The markets reacted immediately. UMG's shares rose 10% upon announcement of the offer. Bolloré Group, its largest shareholder, gained 5%. Vivendi, the second-largest holder, advanced more than 10%. The market was not celebrating the music; it was celebrating the prospect of exiting Amsterdam.
The Obstacles Ackman Cannot Control
The path from proposal to the closing of the deal is strewn with conditions that no activist can unilaterally resolve, and that is what makes this maneuver an exercise in political-financial power as much as financial.
The transaction requires approval from UMG and SPARC boards, a two-thirds majority at a UMG shareholder meeting, and regulatory approvals from the SEC, European antitrust authorities, and other relevant bodies given UMG’s weight in the global market.
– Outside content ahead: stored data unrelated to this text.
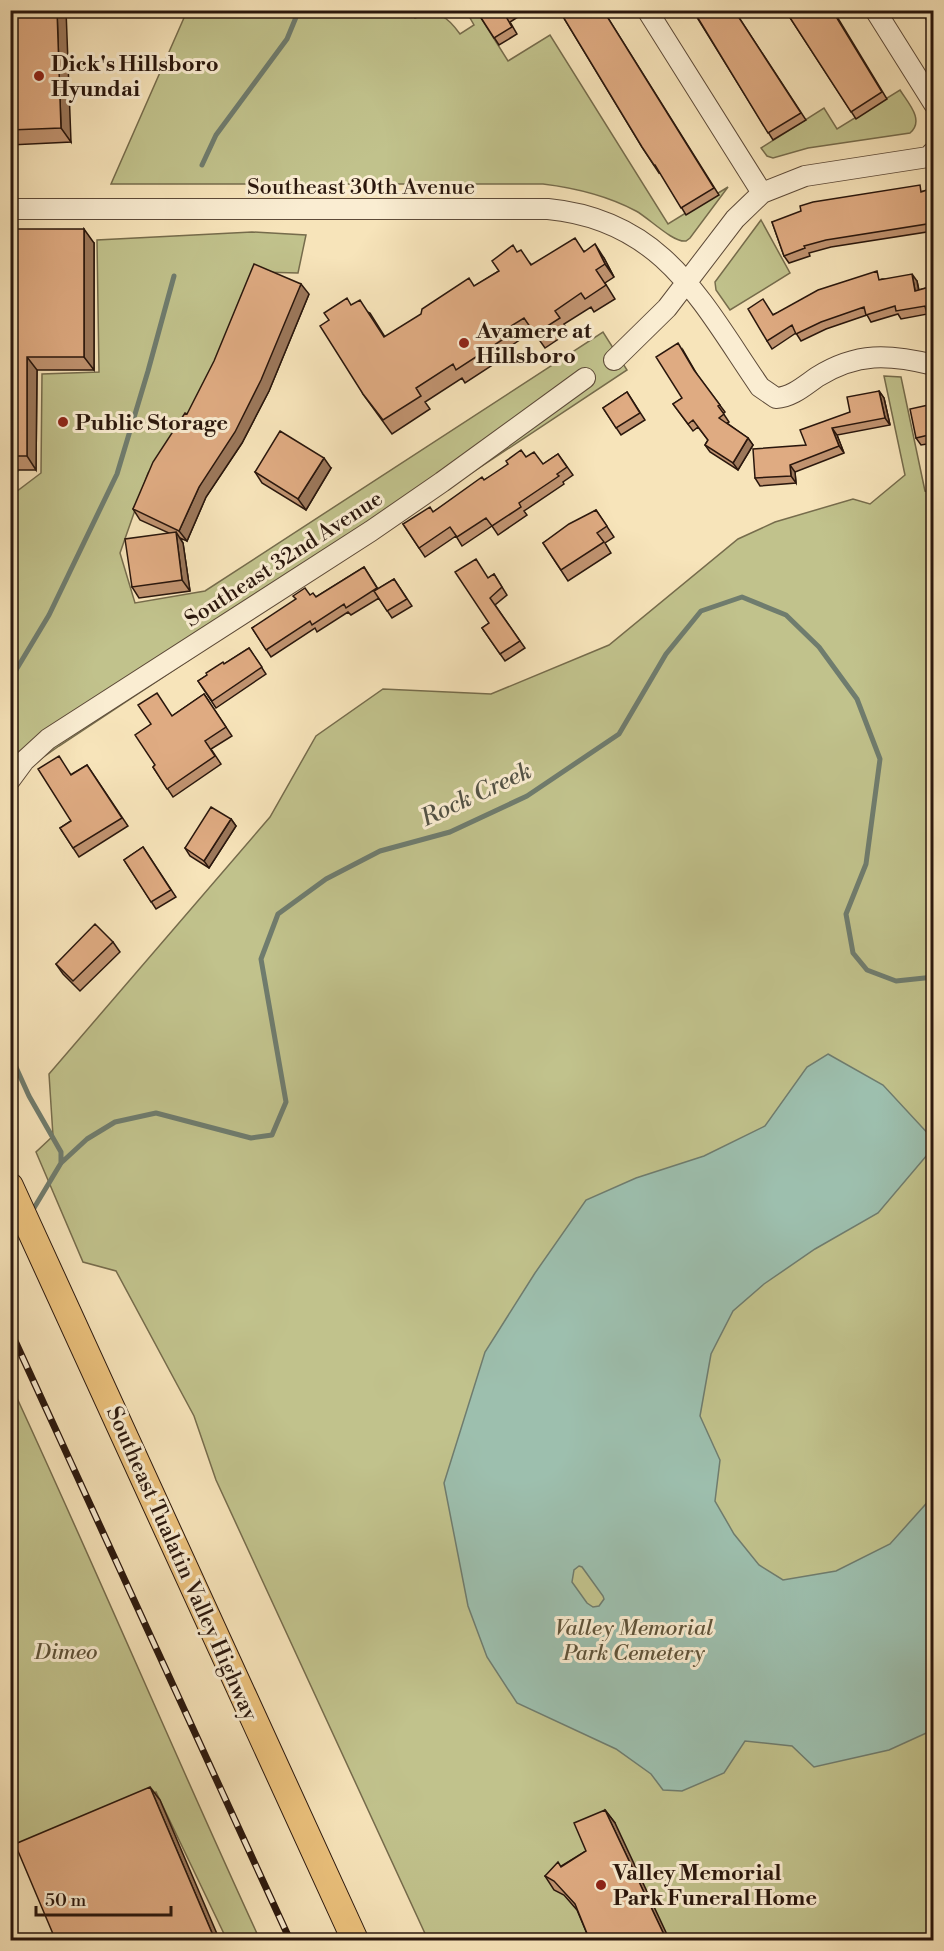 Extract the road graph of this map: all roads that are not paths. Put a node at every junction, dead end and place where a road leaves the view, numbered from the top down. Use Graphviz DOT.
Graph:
graph roads {
  1 [pos="647,10"];
  2 [pos="875,10"];
  3 [pos="933,104"];
  4 [pos="933,151"];
  5 [pos="762,193"];
  6 [pos="10,209"];
  7 [pos="688,283"];
  8 [pos="614,360"];
  9 [pos="933,365"];
  10 [pos="585,378"];
  11 [pos="10,780"];
  12 [pos="10,1186"];
  13 [pos="355,1941"];
  1 -- 5 [label="street"];
  2 -- 3 [label="street"];
  4 -- 5 [label="street"];
  5 -- 7 [label="street"];
  6 -- 7 [label="street, Southeast 30th Avenue"];
  7 -- 8 [label="street"];
  7 -- 9 [label="street, Southeast 30th Avenue"];
  10 -- 11 [label="street, Southeast 32nd Avenue"];
  12 -- 13 [label="main road, Southeast Tualatin Valley Highway"];
}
The target date is December 31, 2026. It's a tight timeline for such a complex operation.
ING analysts described the offer as "non-binding and likely to fail," although they acknowledged that "it has the merit of raising valid questions and arguing for drastic changes." This reading is the most honest available: Ackman’s offer works even if it doesn’t close, because it forces a public debate about UMG’s undervaluation and pressures its board to justify why Amsterdam remains the right decision.
Bolloré and Vivendi — the two largest shareholders — have powerful economic incentives to support any transaction that materializes the 78% premium. But they also have their own governance structures, strategic interests in the broader media group, and potential regulatory objections to manage. UMG’s initial silence to the media is not surprising; it is the silence of one who calculates before speaking.
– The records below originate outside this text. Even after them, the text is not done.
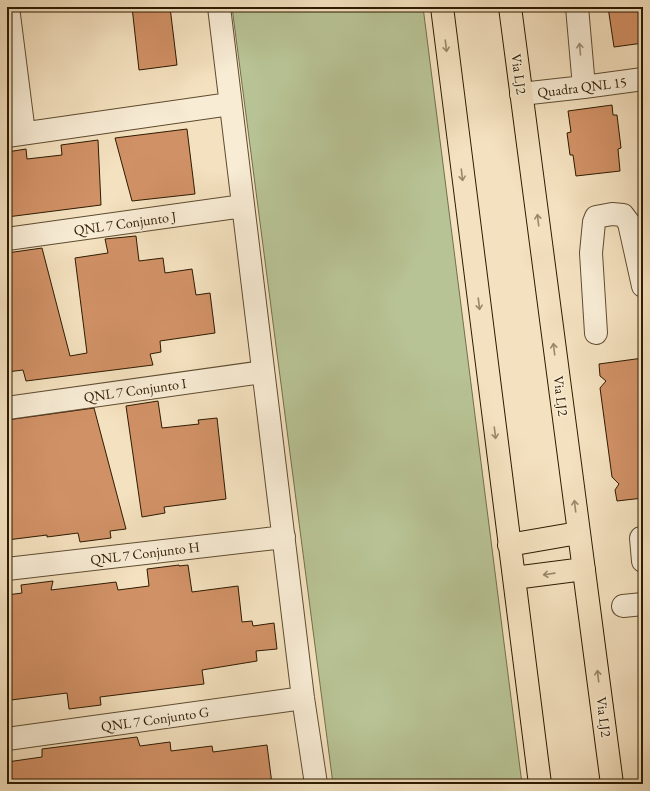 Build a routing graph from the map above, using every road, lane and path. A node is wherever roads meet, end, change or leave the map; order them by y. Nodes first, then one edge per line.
1 (8, 7) edge
2 (219, 7) edge
3 (442, 7) edge
4 (510, 7) edge
5 (577, 7) edge
6 (643, 79) edge
7 (584, 87) junction
8 (521, 94) junction
9 (230, 104) junction
10 (15, 135) edge
11 (243, 206) junction
12 (7, 239) edge
13 (643, 286) edge
14 (596, 333) dead end
15 (263, 372) junction
16 (7, 408) edge
17 (578, 533) junction
18 (284, 537) junction
19 (641, 538) dead end
20 (509, 544) junction
21 (643, 562) edge
22 (7, 569) edge
23 (584, 569) junction
24 (514, 578) junction
25 (303, 698) junction
26 (7, 739) edge
27 (316, 784) edge
28 (540, 784) edge
29 (612, 784) edge

1 - 10 street
2 - 9 street
3 -> 20 main road
4 - 8 main road, Via LJ2
7 -> 5 street
6 - 7 street, Quadra QNL 15
7 - 8 street, Quadra QNL 15
17 -> 8 main road, Via LJ2
9 - 10 street
9 - 11 street
11 - 12 street, QNL 7 Conjunto J
11 - 15 street
13 - 14 street
15 - 16 street, QNL 7 Conjunto I
15 - 18 street
17 - 20 main road
17 - 23 main road, Via LJ2
18 - 22 street, QNL 7 Conjunto H
18 - 25 street
19 - 21 street
20 - 24 main road
23 -> 24 main road
29 -> 23 main road, Via LJ2
24 - 28 main road
25 - 26 street, QNL 7 Conjunto G
25 - 27 street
What Pershing Square has in its favor is the very structure of the SEC-approved SPARC: a mechanism designed for public mergers that avoids some of the frictions of traditional acquisition vehicles. If the market perceives that UMG’s board blocks a 78% premium without a solid financial justification, shareholder pressure may become unsustainable.
The Power Map Redrawn by This Offer
Viewed from a macroeconomic perspective, this operation is symptomatic of something broader than a single company or a single activist investor: the competition among global financial centers to host businesses capable of generating intangible value.
Recorded music generated $28.6 billion in 2023, with a 10.2% annual growth rate fueled by streaming, which accounts for 67% of the sector’s revenues. UMG, with its 32% market share, is the most valuable asset in that chain. The problem wasn’t cash flows; it was who had access to buying that promise of growth. The listing on Amsterdam structurally limited that access.
This is not a phenomenon exclusive to music. It is the same argument that drives European and Asian companies to explore listings in the U.S. when their domestic valuations do not reflect their potential. Ackman’s offer for UMG will become a reference point for any executive of a European media, entertainment, or technology company watching how their multiples fall short compared to their peers listed in New York.
Leaders managing intangible value assets — music catalogs, intellectual property, data platforms — must accept that the architecture of their listing is not a secondary administrative decision. It is a strategic variable that determines capital costs, institutional visibility, and, ultimately, the capacity to execute acquisitions, partnerships, and expansions at the speed the current market demands. Those who ignore this variable will pay the price in the form of a premium that someone else will collect.